___ Recorded data
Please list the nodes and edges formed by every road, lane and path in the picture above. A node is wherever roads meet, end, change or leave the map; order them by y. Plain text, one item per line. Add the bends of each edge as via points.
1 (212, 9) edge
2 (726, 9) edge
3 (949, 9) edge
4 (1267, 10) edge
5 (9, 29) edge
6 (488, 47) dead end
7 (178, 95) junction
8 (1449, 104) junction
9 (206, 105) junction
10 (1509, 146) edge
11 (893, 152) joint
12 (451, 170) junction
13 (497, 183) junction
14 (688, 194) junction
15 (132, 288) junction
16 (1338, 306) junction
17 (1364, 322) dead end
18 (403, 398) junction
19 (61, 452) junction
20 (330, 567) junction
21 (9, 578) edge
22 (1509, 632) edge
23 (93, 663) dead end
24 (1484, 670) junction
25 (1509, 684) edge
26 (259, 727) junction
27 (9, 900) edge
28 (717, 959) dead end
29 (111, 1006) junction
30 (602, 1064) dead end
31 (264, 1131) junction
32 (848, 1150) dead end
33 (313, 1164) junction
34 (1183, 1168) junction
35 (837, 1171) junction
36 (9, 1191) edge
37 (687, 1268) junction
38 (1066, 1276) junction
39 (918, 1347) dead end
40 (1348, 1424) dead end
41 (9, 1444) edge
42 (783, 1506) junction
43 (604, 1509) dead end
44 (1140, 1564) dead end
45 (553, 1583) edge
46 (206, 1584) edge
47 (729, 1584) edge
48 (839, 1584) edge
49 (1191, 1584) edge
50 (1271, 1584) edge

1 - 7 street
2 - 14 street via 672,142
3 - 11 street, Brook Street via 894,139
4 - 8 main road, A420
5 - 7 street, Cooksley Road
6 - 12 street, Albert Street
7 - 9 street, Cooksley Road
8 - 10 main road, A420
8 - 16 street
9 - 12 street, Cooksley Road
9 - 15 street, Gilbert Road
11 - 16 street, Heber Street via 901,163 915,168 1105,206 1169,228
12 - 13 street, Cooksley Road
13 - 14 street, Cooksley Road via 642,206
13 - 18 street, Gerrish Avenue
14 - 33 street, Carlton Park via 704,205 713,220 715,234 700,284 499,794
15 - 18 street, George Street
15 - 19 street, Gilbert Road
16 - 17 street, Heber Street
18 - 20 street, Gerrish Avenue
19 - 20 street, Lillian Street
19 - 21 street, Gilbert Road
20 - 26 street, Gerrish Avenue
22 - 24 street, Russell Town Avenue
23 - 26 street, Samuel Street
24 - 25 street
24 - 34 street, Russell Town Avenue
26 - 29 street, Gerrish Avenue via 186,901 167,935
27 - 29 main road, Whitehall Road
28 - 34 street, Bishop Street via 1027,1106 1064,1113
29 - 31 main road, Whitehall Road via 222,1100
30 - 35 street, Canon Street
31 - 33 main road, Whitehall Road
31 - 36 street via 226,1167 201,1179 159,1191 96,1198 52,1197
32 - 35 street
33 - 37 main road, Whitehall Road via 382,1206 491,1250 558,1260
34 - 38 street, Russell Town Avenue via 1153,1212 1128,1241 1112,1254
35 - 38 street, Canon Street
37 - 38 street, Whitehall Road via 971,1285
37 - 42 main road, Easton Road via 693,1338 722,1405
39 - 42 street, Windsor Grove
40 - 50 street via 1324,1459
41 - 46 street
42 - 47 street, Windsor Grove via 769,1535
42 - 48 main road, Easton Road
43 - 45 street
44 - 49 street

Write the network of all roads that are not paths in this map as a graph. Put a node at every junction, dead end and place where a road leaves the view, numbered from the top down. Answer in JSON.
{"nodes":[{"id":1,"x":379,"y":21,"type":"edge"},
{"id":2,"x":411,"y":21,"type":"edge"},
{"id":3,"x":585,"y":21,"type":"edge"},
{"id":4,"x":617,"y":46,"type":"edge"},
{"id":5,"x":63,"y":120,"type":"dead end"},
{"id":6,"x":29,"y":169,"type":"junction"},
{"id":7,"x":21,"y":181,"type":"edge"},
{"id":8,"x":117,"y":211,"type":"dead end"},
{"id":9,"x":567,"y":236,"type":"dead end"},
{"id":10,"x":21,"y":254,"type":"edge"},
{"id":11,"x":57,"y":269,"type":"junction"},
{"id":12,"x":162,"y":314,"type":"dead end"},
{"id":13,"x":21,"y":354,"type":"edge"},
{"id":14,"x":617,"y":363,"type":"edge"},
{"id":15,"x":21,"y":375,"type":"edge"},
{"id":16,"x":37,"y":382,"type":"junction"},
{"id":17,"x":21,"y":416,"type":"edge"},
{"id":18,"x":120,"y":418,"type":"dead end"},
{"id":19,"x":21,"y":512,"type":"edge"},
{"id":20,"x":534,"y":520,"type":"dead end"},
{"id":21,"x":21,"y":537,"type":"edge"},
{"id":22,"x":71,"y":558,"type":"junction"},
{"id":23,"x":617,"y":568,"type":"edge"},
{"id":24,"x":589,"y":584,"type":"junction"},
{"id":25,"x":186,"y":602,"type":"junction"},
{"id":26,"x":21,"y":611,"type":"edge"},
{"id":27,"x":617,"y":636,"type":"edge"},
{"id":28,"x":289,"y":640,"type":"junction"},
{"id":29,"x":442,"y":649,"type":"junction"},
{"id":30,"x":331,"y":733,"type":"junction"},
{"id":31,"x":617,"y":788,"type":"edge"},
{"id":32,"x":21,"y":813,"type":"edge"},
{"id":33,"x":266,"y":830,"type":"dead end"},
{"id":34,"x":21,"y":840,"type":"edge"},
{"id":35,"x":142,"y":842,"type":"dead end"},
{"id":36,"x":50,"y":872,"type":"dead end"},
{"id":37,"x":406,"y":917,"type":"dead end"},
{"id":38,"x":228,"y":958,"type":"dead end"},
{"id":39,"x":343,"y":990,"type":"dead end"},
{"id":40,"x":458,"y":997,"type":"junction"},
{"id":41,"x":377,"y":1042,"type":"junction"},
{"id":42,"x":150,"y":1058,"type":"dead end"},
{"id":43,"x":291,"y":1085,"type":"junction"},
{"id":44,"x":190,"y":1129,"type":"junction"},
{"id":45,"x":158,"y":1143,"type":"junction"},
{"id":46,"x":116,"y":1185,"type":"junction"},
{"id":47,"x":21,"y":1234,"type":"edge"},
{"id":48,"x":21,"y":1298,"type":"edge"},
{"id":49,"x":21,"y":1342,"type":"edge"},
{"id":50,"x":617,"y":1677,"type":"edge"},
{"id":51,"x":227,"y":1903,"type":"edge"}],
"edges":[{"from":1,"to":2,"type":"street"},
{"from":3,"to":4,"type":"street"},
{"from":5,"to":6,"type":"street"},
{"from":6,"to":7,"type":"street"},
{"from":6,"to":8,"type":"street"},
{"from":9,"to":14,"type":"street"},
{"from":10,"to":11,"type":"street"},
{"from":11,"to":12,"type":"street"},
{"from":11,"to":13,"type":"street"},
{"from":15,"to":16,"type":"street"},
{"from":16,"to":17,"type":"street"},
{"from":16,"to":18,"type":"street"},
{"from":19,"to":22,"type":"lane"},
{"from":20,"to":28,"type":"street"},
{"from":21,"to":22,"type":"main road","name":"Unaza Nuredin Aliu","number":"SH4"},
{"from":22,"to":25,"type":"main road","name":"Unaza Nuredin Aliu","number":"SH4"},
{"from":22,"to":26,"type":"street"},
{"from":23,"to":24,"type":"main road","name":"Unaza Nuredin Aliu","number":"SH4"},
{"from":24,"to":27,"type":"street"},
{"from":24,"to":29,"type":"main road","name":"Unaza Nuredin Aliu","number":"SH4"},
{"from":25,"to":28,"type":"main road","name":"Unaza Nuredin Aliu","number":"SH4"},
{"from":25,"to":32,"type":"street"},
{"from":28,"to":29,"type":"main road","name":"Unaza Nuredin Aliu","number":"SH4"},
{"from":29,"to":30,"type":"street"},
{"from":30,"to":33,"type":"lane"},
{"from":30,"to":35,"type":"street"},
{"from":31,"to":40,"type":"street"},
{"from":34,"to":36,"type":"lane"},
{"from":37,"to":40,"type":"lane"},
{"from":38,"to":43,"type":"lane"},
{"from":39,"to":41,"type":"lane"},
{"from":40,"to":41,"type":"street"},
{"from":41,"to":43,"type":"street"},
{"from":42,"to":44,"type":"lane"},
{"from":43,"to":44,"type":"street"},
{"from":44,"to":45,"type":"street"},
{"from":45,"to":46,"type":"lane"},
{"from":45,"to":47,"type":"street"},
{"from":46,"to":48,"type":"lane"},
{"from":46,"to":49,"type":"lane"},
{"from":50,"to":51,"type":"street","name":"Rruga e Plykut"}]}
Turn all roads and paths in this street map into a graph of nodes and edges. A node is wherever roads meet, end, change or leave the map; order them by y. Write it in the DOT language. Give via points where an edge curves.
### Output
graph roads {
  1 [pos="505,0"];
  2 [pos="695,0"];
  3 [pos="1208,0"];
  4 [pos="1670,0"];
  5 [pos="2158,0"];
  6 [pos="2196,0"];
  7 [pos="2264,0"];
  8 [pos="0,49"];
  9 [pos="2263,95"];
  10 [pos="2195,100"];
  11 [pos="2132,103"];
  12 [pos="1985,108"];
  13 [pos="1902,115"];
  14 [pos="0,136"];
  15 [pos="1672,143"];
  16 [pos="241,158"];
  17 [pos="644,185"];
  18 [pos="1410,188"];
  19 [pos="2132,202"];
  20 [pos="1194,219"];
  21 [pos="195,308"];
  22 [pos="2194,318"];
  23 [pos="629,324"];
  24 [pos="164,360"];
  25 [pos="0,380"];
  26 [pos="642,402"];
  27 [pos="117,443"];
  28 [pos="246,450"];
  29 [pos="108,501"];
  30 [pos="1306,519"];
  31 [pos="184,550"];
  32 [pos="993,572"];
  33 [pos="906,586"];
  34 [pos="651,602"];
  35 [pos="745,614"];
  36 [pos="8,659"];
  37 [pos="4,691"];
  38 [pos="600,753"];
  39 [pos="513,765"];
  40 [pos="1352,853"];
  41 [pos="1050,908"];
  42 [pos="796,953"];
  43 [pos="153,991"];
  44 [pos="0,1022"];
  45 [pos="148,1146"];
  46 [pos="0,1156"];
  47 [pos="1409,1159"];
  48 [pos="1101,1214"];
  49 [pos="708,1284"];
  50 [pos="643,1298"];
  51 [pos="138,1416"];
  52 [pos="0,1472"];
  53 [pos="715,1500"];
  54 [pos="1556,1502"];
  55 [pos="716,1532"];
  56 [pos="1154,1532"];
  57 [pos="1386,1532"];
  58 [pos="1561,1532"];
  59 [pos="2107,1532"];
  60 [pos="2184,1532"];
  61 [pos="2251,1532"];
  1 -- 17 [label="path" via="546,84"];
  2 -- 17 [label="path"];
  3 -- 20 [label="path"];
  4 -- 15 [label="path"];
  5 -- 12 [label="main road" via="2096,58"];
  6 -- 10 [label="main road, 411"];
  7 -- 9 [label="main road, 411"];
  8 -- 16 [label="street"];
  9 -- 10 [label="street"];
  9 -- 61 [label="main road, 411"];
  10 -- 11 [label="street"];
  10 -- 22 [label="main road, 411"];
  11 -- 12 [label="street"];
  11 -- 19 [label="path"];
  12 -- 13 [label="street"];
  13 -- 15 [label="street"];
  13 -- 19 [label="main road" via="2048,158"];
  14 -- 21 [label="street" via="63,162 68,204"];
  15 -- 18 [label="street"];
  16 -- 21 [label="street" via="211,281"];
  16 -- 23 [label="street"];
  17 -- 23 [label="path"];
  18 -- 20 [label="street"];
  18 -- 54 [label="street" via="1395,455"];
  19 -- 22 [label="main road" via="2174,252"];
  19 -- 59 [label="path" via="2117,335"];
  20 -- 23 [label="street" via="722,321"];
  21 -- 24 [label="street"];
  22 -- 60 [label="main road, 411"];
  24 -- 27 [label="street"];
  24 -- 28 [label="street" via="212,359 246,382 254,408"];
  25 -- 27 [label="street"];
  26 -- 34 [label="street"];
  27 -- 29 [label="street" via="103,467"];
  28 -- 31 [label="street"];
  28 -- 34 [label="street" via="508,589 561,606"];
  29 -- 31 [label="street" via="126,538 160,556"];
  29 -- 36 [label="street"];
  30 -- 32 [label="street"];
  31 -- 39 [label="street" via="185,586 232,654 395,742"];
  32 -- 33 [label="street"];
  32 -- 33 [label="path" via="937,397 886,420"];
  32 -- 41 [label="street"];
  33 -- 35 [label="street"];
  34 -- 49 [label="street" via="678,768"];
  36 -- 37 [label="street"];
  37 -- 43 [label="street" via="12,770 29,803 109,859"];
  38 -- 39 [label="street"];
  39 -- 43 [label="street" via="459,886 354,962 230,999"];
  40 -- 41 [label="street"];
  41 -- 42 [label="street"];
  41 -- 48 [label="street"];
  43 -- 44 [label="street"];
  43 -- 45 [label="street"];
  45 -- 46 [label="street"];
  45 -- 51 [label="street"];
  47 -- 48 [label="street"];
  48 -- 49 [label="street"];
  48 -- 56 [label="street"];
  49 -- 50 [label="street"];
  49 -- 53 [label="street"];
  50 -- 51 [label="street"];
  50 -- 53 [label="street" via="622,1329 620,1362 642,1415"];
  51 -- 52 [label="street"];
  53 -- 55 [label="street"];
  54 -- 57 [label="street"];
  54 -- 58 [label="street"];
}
______
### Exercise directions
Copy out the lines above with "Avenue" in them.

### Final answer
13 - 18 street, Gerrish Avenue
18 - 20 street, Gerrish Avenue
20 - 26 street, Gerrish Avenue
22 - 24 street, Russell Town Avenue
24 - 34 street, Russell Town Avenue
26 - 29 street, Gerrish Avenue via 186,901 167,935
34 - 38 street, Russell Town Avenue via 1153,1212 1128,1241 1112,1254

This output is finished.